### Description of the task
Look for the string "Centennial" in the data below, and copy each line that holds it.

Stored items
==========

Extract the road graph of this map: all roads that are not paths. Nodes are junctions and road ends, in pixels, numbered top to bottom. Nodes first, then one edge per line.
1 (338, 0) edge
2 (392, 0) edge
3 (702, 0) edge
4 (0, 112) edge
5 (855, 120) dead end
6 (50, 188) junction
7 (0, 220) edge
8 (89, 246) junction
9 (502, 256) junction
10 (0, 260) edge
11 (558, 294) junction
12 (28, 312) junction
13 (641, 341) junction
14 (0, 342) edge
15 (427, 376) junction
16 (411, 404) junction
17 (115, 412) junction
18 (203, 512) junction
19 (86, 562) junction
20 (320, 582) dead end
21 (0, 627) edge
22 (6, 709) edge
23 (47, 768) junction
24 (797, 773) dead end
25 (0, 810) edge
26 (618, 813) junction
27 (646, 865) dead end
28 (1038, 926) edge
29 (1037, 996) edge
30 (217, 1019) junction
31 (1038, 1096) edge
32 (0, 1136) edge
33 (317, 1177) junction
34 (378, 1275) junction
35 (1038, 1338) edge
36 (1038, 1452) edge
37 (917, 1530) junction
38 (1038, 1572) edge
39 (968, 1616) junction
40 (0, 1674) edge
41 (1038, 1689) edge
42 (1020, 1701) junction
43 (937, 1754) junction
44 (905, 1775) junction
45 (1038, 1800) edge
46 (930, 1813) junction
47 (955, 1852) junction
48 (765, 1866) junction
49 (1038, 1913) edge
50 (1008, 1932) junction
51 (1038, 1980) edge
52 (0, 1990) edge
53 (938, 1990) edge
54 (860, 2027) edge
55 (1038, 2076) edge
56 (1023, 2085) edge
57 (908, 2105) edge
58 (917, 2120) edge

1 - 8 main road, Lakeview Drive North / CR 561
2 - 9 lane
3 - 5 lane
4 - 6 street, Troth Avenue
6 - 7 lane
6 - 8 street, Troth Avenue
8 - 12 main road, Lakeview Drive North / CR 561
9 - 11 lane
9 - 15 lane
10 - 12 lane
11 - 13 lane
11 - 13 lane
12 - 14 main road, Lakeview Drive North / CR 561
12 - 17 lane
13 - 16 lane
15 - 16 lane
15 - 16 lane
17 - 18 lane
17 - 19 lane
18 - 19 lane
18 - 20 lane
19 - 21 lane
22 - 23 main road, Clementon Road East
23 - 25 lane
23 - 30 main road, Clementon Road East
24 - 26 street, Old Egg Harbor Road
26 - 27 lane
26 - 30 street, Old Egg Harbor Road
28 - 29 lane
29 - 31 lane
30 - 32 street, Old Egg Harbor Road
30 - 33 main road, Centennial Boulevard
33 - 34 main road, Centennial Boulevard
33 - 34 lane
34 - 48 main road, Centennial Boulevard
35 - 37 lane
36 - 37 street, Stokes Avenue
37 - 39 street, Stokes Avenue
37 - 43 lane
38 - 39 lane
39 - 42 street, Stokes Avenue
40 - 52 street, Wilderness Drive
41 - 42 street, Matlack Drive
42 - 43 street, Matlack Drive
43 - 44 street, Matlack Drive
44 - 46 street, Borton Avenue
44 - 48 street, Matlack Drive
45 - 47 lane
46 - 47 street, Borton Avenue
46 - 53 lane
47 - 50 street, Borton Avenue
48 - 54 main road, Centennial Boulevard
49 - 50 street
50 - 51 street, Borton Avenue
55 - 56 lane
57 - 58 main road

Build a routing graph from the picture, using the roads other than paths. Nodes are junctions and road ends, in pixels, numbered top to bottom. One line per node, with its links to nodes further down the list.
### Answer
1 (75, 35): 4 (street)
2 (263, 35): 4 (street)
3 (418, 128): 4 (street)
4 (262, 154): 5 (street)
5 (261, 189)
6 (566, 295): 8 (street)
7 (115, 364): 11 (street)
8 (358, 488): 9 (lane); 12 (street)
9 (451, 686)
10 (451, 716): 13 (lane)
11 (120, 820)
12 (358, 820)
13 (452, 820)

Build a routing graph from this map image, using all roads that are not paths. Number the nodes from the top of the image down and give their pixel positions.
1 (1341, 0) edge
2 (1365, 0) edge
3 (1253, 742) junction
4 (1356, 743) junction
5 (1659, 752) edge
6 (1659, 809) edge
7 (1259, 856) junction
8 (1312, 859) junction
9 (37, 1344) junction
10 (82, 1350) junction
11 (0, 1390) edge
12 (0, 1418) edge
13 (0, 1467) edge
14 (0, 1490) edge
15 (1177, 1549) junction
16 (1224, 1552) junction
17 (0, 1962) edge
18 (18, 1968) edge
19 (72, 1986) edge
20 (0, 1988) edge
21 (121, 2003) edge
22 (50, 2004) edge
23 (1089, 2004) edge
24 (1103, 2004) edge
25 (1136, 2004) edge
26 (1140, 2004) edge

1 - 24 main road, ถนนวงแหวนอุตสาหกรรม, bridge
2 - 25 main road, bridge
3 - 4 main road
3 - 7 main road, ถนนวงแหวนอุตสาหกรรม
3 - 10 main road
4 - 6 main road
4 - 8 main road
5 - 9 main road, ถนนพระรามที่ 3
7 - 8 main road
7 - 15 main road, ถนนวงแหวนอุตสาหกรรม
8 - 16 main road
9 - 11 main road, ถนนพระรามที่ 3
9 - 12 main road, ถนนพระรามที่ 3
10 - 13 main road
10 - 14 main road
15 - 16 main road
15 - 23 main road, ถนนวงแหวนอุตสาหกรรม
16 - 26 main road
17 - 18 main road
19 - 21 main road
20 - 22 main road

==========

### Answer box
30 - 33 main road, Centennial Boulevard
33 - 34 main road, Centennial Boulevard
34 - 48 main road, Centennial Boulevard
48 - 54 main road, Centennial Boulevard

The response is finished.